#### ASSIGNMENT:
Retype each entry exactly. Skip any pictures.

#### RECORDS TO PROCESS:
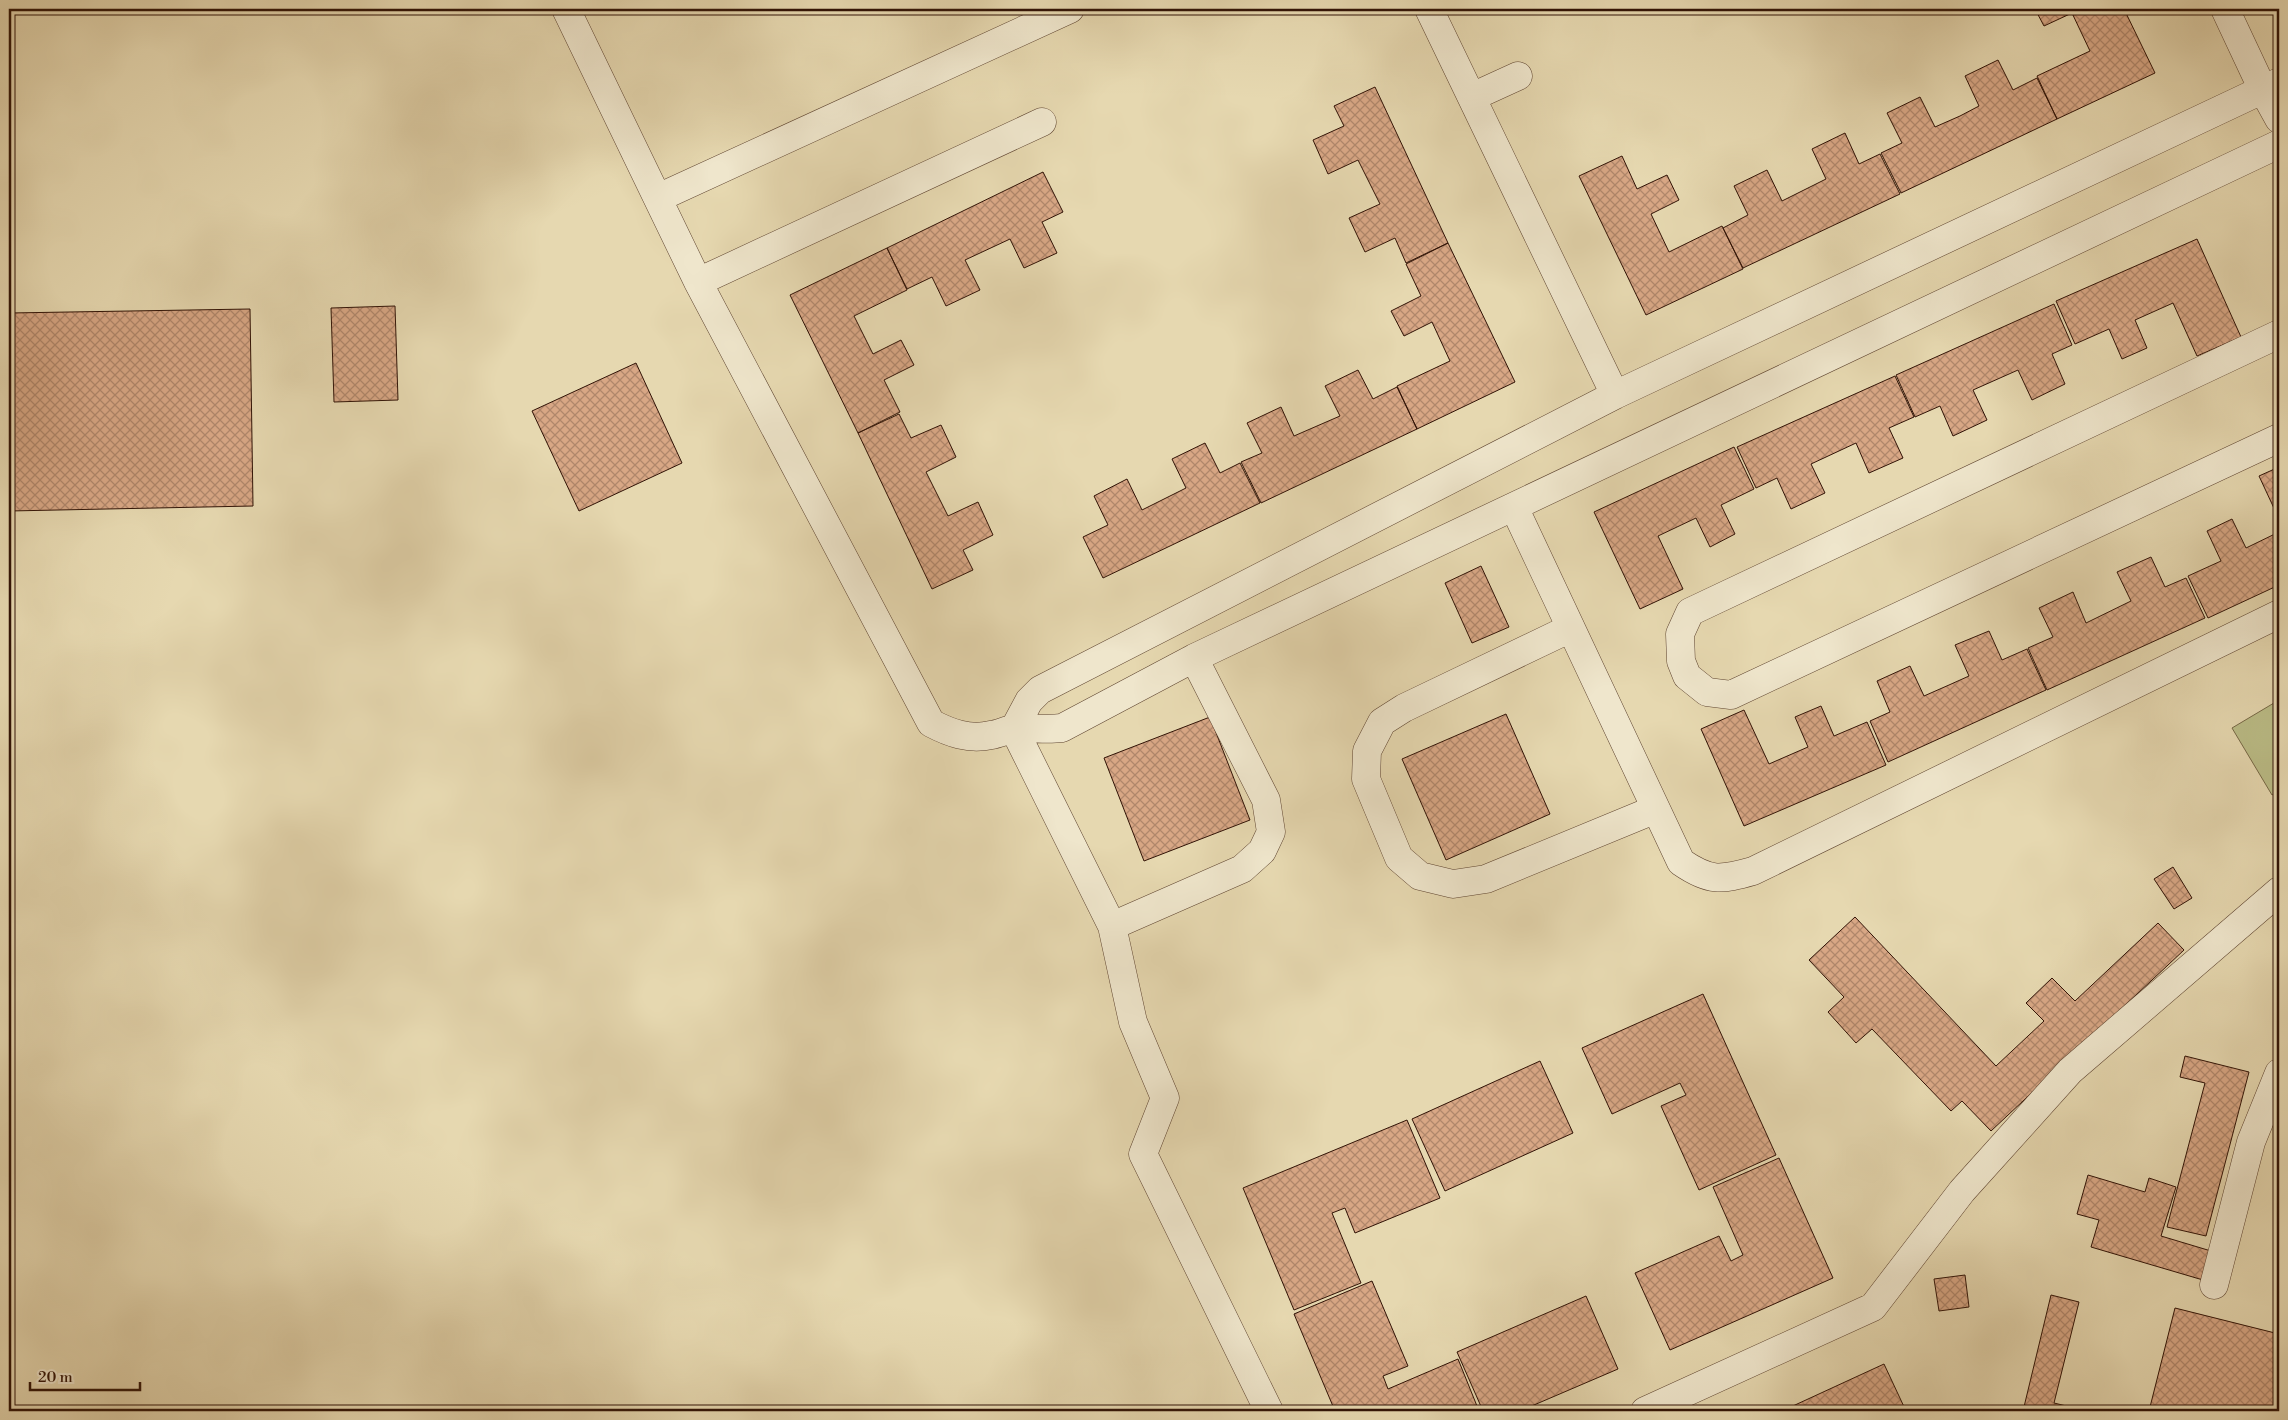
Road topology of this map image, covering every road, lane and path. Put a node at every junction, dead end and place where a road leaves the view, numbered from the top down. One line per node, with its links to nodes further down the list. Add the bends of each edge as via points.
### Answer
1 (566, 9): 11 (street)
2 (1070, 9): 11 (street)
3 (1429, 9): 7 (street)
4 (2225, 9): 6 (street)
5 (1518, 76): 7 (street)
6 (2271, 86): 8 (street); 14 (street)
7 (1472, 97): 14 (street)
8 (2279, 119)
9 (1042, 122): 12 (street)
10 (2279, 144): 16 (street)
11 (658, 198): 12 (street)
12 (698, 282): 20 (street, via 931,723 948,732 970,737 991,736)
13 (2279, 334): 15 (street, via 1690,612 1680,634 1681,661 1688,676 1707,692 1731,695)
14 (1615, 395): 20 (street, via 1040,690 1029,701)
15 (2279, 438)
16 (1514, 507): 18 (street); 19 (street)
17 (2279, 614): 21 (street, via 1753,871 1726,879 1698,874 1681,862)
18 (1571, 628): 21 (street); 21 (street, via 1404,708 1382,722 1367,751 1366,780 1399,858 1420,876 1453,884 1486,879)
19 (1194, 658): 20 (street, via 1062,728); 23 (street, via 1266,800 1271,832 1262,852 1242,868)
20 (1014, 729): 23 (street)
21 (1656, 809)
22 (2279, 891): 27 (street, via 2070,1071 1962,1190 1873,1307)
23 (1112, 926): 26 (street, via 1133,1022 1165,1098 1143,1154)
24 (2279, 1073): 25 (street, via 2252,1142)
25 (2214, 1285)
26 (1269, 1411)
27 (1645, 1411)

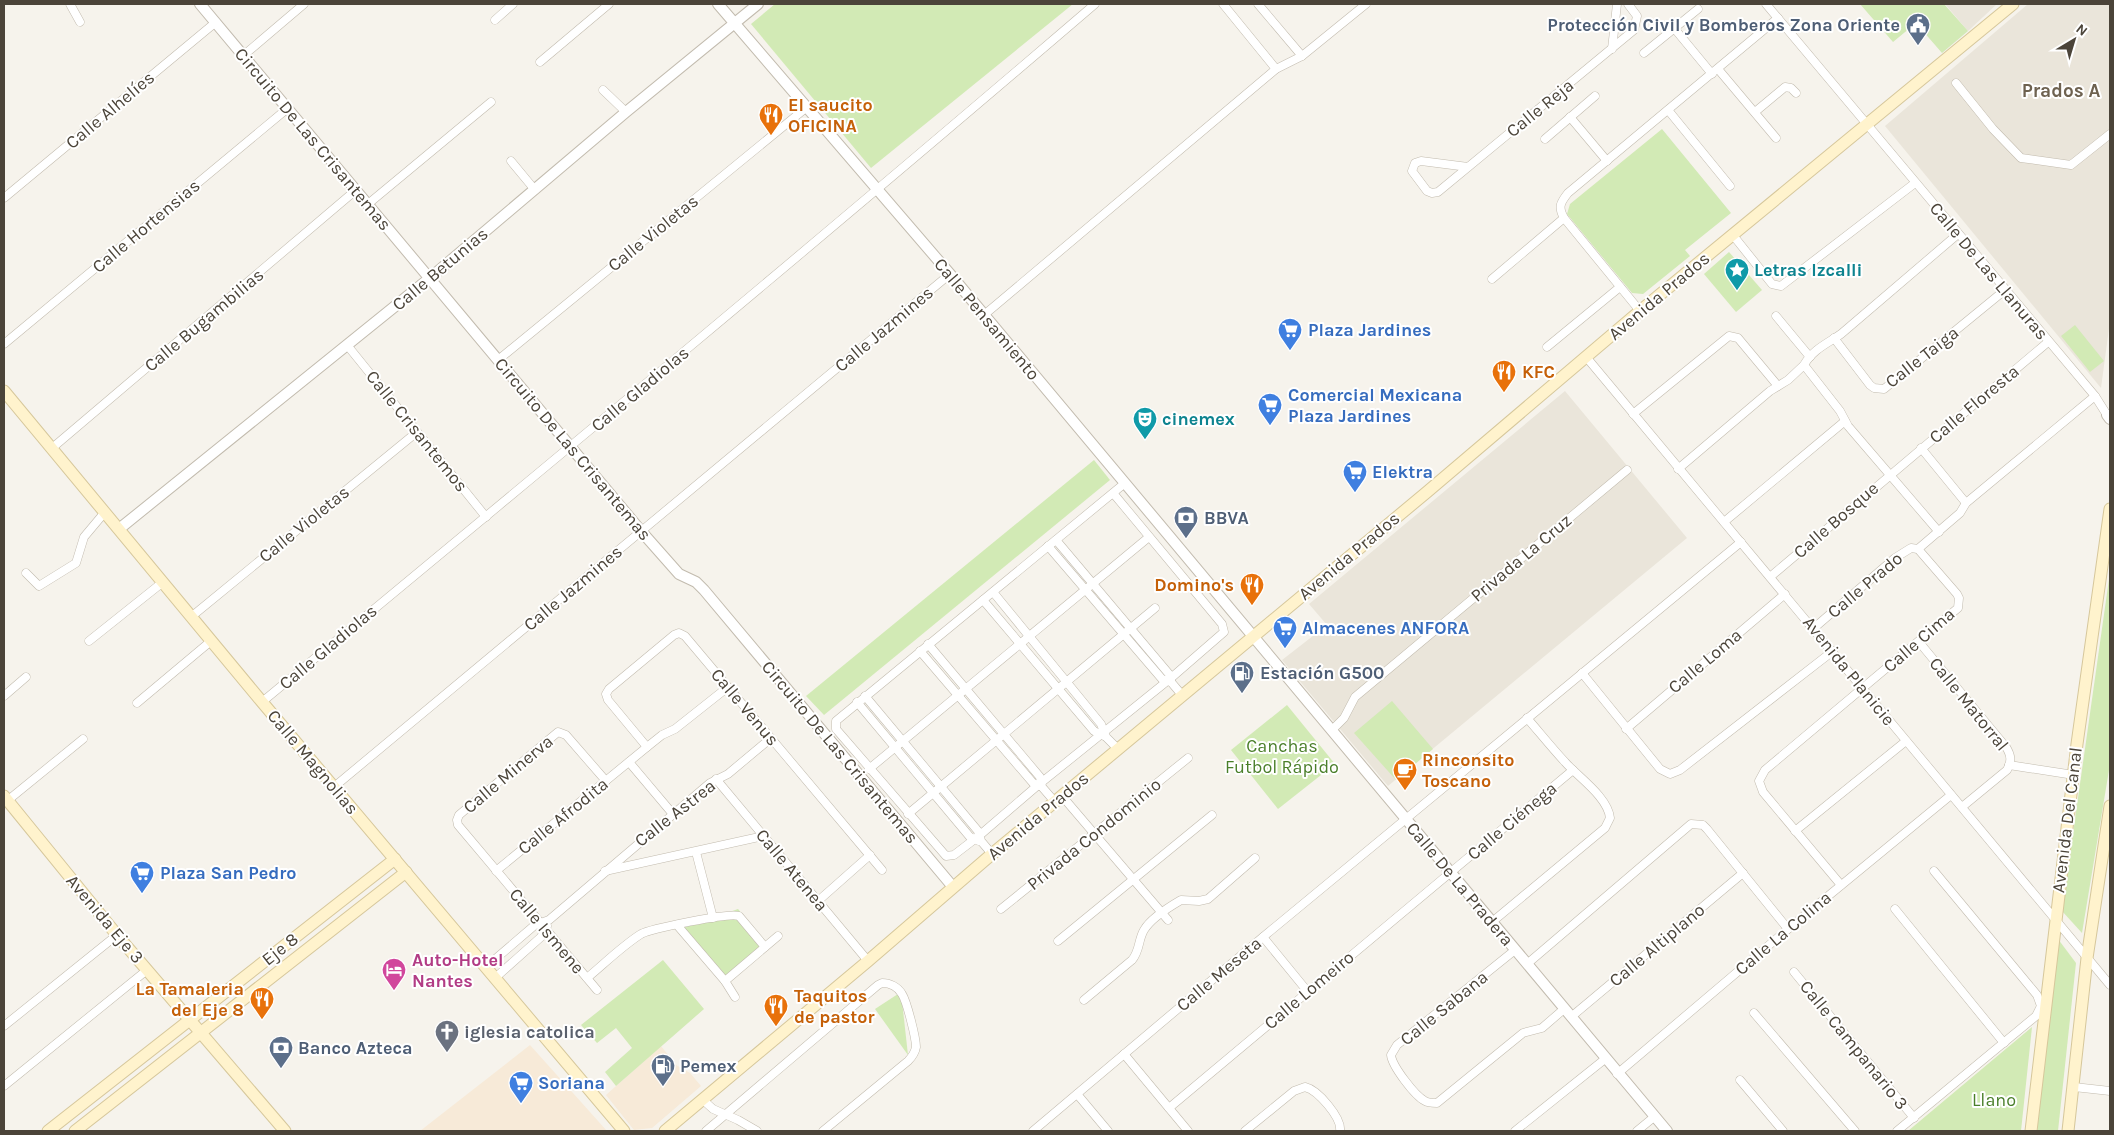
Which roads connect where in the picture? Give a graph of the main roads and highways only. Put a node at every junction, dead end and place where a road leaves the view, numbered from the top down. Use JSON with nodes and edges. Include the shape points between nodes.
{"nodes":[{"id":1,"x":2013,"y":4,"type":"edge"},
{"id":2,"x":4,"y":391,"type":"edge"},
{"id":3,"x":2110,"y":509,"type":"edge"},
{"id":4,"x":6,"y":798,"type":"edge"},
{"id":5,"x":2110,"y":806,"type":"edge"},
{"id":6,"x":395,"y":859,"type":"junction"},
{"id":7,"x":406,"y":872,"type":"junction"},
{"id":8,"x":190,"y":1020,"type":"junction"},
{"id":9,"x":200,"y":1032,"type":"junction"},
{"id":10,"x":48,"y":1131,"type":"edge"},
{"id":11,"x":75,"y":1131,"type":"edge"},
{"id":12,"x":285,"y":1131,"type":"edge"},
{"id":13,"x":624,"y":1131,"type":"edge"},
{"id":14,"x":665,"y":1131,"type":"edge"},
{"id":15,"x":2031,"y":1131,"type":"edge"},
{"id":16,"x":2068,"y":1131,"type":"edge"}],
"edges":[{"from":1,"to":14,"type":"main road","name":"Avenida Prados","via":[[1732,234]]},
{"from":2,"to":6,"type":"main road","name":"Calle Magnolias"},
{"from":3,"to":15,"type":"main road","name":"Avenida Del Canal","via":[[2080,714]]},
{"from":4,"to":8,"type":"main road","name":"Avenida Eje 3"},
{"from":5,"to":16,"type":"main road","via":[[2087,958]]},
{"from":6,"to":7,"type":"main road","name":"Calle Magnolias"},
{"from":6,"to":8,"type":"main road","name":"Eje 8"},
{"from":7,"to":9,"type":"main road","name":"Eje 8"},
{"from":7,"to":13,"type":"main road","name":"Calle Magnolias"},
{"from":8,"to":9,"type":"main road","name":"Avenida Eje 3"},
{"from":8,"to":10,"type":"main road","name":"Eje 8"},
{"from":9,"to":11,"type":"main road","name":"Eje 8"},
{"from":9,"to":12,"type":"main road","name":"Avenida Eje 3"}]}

#### EXERCISE RESPONSE:
Road topology of this map image, covering every road, lane and path. Put a node at every junction, dead end and place where a road leaves the view, numbered from the top down. One line per node, with its links to nodes further down the list. Add the bends of each edge as via points.
### Answer
1 (566, 9): 11 (street)
2 (1070, 9): 11 (street)
3 (1429, 9): 7 (street)
4 (2225, 9): 6 (street)
5 (1518, 76): 7 (street)
6 (2271, 86): 8 (street); 14 (street)
7 (1472, 97): 14 (street)
8 (2279, 119)
9 (1042, 122): 12 (street)
10 (2279, 144): 16 (street)
11 (658, 198): 12 (street)
12 (698, 282): 20 (street, via 931,723 948,732 970,737 991,736)
13 (2279, 334): 15 (street, via 1690,612 1680,634 1681,661 1688,676 1707,692 1731,695)
14 (1615, 395): 20 (street, via 1040,690 1029,701)
15 (2279, 438)
16 (1514, 507): 18 (street); 19 (street)
17 (2279, 614): 21 (street, via 1753,871 1726,879 1698,874 1681,862)
18 (1571, 628): 21 (street); 21 (street, via 1404,708 1382,722 1367,751 1366,780 1399,858 1420,876 1453,884 1486,879)
19 (1194, 658): 20 (street, via 1062,728); 23 (street, via 1266,800 1271,832 1262,852 1242,868)
20 (1014, 729): 23 (street)
21 (1656, 809)
22 (2279, 891): 27 (street, via 2070,1071 1962,1190 1873,1307)
23 (1112, 926): 26 (street, via 1133,1022 1165,1098 1143,1154)
24 (2279, 1073): 25 (street, via 2252,1142)
25 (2214, 1285)
26 (1269, 1411)
27 (1645, 1411)

Which roads connect where in the picture? Give a graph of the main roads and highways only. Put a node at every junction, dead end and place where a road leaves the view, numbered from the top down. Use JSON with nodes and edges. Include the shape points between nodes.
{"nodes":[{"id":1,"x":2013,"y":4,"type":"edge"},
{"id":2,"x":4,"y":391,"type":"edge"},
{"id":3,"x":2110,"y":509,"type":"edge"},
{"id":4,"x":6,"y":798,"type":"edge"},
{"id":5,"x":2110,"y":806,"type":"edge"},
{"id":6,"x":395,"y":859,"type":"junction"},
{"id":7,"x":406,"y":872,"type":"junction"},
{"id":8,"x":190,"y":1020,"type":"junction"},
{"id":9,"x":200,"y":1032,"type":"junction"},
{"id":10,"x":48,"y":1131,"type":"edge"},
{"id":11,"x":75,"y":1131,"type":"edge"},
{"id":12,"x":285,"y":1131,"type":"edge"},
{"id":13,"x":624,"y":1131,"type":"edge"},
{"id":14,"x":665,"y":1131,"type":"edge"},
{"id":15,"x":2031,"y":1131,"type":"edge"},
{"id":16,"x":2068,"y":1131,"type":"edge"}],
"edges":[{"from":1,"to":14,"type":"main road","name":"Avenida Prados","via":[[1732,234]]},
{"from":2,"to":6,"type":"main road","name":"Calle Magnolias"},
{"from":3,"to":15,"type":"main road","name":"Avenida Del Canal","via":[[2080,714]]},
{"from":4,"to":8,"type":"main road","name":"Avenida Eje 3"},
{"from":5,"to":16,"type":"main road","via":[[2087,958]]},
{"from":6,"to":7,"type":"main road","name":"Calle Magnolias"},
{"from":6,"to":8,"type":"main road","name":"Eje 8"},
{"from":7,"to":9,"type":"main road","name":"Eje 8"},
{"from":7,"to":13,"type":"main road","name":"Calle Magnolias"},
{"from":8,"to":9,"type":"main road","name":"Avenida Eje 3"},
{"from":8,"to":10,"type":"main road","name":"Eje 8"},
{"from":9,"to":11,"type":"main road","name":"Eje 8"},
{"from":9,"to":12,"type":"main road","name":"Avenida Eje 3"}]}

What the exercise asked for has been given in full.